Your instructions — Your answer should be every line below that includes the word "Attia".

Listed entries —
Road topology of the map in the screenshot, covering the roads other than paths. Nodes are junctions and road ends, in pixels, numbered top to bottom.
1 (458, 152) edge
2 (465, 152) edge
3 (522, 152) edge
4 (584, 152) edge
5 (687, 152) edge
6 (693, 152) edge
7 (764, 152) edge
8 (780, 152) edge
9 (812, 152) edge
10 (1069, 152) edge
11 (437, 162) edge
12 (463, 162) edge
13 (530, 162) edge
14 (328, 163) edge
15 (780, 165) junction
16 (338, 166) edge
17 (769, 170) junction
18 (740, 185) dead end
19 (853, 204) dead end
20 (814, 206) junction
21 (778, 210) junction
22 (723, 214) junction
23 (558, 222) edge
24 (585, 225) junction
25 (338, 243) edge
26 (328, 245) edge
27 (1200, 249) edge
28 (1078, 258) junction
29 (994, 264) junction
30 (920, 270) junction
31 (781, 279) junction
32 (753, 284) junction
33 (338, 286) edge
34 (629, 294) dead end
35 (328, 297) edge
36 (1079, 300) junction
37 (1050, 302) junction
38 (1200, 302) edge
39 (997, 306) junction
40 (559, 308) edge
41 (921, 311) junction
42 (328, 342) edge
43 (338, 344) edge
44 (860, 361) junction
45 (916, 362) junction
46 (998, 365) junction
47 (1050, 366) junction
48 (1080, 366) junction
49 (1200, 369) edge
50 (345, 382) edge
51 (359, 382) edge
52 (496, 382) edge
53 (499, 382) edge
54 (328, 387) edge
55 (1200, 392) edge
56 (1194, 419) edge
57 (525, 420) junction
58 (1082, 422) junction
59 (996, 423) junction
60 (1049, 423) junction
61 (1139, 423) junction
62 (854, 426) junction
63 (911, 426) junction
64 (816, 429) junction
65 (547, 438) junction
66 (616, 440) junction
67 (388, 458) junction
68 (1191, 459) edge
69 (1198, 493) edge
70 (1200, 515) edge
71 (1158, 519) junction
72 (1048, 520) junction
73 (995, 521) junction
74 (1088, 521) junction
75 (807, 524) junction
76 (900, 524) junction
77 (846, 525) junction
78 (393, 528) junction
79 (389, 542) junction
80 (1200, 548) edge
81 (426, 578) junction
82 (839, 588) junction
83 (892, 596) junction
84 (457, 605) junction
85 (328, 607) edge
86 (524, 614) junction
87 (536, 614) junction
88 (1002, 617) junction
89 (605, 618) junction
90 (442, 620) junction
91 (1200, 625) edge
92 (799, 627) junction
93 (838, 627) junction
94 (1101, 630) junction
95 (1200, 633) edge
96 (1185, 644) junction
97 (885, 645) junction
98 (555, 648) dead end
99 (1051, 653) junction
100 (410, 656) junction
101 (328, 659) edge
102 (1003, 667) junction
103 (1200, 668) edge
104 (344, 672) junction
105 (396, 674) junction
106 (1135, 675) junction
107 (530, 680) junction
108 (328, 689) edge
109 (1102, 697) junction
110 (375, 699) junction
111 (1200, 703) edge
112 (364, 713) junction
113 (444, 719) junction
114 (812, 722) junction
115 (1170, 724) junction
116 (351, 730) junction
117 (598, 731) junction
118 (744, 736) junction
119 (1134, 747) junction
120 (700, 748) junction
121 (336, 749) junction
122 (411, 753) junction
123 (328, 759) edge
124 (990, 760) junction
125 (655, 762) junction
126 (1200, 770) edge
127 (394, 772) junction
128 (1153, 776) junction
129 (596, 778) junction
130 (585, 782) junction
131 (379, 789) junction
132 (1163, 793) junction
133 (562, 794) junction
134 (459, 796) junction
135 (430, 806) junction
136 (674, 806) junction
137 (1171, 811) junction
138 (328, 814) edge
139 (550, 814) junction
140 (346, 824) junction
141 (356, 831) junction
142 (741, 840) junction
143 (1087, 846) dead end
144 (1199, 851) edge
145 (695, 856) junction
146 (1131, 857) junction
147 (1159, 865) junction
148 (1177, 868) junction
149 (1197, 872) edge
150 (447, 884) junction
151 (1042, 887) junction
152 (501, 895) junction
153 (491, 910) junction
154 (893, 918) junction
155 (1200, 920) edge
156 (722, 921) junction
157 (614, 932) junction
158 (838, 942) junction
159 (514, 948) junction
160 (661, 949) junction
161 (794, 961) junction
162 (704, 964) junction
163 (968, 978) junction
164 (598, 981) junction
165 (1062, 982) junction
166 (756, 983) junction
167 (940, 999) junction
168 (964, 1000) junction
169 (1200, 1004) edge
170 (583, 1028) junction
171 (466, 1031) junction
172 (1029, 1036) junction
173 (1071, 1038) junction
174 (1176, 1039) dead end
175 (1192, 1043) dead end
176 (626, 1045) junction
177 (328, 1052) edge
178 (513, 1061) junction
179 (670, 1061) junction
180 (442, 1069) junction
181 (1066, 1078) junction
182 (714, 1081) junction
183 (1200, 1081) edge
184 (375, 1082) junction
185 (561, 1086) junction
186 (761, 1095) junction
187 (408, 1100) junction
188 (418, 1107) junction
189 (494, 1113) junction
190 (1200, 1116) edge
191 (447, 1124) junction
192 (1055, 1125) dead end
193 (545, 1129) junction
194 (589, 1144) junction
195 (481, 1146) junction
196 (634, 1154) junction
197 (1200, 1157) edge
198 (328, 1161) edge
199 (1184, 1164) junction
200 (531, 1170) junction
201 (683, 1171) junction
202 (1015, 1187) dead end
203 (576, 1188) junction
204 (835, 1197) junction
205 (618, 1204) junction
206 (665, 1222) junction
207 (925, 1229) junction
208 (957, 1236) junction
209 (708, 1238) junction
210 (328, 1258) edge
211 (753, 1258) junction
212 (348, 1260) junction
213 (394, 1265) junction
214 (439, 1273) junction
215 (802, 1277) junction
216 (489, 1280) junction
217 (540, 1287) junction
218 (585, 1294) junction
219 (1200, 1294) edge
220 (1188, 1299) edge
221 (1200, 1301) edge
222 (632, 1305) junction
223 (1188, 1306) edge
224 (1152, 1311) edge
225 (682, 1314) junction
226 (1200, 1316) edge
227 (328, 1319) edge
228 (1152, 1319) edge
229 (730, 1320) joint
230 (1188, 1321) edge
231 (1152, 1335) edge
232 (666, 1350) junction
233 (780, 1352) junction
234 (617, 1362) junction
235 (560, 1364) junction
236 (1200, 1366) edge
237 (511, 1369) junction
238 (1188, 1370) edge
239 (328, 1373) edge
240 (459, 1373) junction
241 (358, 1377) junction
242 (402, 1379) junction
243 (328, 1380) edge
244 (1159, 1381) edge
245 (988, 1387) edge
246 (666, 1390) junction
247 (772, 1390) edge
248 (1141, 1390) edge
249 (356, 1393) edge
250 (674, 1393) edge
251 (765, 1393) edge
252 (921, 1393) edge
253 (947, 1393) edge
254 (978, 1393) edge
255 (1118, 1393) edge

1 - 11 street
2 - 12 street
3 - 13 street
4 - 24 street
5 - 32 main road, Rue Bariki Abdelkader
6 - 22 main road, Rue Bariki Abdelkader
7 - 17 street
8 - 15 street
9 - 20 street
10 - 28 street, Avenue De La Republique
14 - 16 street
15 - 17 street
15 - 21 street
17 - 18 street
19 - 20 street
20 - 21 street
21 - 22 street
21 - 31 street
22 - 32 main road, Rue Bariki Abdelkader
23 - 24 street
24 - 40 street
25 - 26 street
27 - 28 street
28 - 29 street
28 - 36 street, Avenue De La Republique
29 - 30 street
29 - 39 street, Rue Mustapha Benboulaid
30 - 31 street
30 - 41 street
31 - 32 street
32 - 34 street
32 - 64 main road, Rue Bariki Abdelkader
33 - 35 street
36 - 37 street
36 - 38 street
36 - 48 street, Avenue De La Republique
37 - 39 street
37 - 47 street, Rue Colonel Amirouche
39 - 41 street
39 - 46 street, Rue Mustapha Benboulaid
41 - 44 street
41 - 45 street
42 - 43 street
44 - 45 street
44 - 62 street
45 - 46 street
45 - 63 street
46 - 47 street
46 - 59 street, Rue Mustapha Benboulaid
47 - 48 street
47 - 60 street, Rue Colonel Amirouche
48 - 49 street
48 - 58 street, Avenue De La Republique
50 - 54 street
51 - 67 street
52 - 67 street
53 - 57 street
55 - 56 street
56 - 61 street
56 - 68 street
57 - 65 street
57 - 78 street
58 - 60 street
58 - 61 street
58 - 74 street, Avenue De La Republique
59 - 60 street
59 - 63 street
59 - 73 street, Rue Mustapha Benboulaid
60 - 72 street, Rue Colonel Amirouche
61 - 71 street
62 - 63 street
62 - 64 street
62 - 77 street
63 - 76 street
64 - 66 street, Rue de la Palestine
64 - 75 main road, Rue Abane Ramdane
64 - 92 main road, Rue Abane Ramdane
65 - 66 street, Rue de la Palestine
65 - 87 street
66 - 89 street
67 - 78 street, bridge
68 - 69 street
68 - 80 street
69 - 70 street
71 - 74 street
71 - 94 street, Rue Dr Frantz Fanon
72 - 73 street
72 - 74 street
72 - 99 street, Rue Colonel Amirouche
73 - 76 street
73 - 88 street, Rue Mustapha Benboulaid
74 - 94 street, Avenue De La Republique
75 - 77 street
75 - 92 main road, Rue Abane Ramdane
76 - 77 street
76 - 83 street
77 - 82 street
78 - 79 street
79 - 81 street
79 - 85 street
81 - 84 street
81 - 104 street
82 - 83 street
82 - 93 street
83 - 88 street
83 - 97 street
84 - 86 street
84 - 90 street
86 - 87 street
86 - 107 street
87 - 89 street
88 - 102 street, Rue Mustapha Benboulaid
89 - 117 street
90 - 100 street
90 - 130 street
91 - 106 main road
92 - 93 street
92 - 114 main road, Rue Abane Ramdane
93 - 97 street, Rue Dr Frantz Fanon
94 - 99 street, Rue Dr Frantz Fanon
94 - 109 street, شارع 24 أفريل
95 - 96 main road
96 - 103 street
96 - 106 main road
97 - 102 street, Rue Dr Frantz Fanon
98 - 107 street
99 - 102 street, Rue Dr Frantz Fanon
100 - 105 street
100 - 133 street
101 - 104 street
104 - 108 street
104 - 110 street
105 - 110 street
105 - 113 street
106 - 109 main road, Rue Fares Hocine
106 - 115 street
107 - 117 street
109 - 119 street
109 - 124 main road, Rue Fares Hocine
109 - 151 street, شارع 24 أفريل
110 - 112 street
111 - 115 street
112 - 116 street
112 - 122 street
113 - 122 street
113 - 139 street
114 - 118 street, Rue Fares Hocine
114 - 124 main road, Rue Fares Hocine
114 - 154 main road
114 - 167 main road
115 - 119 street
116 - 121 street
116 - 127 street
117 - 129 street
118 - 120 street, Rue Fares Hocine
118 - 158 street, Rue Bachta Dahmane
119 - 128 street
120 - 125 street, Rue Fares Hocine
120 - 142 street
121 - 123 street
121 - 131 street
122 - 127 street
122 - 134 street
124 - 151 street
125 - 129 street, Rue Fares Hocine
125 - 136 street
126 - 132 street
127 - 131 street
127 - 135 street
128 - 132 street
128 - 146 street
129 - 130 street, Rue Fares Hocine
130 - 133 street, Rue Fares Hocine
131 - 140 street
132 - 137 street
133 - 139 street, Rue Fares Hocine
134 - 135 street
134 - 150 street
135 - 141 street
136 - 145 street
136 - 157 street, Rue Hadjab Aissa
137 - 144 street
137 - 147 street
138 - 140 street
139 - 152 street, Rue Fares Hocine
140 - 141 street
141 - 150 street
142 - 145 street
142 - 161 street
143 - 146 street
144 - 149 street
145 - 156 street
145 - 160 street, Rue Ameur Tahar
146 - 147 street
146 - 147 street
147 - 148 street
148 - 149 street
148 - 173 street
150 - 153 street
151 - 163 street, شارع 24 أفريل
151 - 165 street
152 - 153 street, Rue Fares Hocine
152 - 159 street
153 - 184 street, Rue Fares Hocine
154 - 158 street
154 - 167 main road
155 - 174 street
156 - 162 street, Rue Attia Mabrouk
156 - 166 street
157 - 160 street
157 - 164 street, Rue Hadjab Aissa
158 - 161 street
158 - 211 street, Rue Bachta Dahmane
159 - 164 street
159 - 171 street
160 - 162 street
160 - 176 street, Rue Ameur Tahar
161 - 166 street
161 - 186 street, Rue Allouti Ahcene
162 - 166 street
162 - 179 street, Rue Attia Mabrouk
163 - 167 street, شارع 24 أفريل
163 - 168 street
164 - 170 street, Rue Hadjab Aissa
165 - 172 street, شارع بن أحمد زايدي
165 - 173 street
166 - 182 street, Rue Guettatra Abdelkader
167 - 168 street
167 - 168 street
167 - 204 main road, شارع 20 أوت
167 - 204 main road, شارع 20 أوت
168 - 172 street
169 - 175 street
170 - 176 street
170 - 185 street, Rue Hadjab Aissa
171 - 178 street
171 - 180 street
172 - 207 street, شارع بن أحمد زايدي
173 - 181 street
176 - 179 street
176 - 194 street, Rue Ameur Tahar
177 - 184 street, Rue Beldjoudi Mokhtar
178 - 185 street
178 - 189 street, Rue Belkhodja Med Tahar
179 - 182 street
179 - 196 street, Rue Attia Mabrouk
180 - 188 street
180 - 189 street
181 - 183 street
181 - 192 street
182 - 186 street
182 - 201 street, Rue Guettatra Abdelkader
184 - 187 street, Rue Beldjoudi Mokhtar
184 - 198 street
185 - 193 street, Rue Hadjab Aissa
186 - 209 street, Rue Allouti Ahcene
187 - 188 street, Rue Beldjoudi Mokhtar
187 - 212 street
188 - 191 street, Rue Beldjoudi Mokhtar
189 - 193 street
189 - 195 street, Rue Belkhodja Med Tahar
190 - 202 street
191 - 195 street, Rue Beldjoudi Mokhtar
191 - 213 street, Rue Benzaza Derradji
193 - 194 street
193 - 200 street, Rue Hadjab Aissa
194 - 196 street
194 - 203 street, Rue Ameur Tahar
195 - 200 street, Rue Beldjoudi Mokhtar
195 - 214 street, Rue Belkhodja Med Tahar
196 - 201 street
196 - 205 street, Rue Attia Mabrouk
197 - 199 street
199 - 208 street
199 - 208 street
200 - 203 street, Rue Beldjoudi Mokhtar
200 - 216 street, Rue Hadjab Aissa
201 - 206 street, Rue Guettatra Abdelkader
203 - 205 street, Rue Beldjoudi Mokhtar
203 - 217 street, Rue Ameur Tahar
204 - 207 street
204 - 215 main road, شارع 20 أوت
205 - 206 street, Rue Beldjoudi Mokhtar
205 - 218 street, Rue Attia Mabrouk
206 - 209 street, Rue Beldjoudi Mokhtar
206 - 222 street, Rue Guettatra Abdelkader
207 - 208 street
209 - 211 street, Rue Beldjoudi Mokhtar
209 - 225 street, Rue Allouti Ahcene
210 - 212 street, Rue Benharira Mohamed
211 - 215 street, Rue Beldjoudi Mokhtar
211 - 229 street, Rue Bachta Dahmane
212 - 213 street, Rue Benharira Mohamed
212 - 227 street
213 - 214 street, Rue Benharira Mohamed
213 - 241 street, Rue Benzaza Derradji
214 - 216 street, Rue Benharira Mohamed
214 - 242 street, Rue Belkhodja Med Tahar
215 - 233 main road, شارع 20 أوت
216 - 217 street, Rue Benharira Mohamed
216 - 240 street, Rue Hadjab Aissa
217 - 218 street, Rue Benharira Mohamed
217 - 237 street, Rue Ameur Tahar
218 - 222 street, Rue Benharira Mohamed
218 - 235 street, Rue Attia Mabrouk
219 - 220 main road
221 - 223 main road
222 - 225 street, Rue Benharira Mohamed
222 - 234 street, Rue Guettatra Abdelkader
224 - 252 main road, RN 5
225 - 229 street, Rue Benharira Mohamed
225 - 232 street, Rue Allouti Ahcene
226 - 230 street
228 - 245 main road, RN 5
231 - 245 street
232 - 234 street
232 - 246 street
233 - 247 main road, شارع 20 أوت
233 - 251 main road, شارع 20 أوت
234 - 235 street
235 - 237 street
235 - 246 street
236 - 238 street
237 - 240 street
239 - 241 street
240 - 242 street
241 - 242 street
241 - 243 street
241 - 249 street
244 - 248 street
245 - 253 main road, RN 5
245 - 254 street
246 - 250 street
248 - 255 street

Completed task —
156 - 162 street, Rue Attia Mabrouk
162 - 179 street, Rue Attia Mabrouk
179 - 196 street, Rue Attia Mabrouk
196 - 205 street, Rue Attia Mabrouk
205 - 218 street, Rue Attia Mabrouk
218 - 235 street, Rue Attia Mabrouk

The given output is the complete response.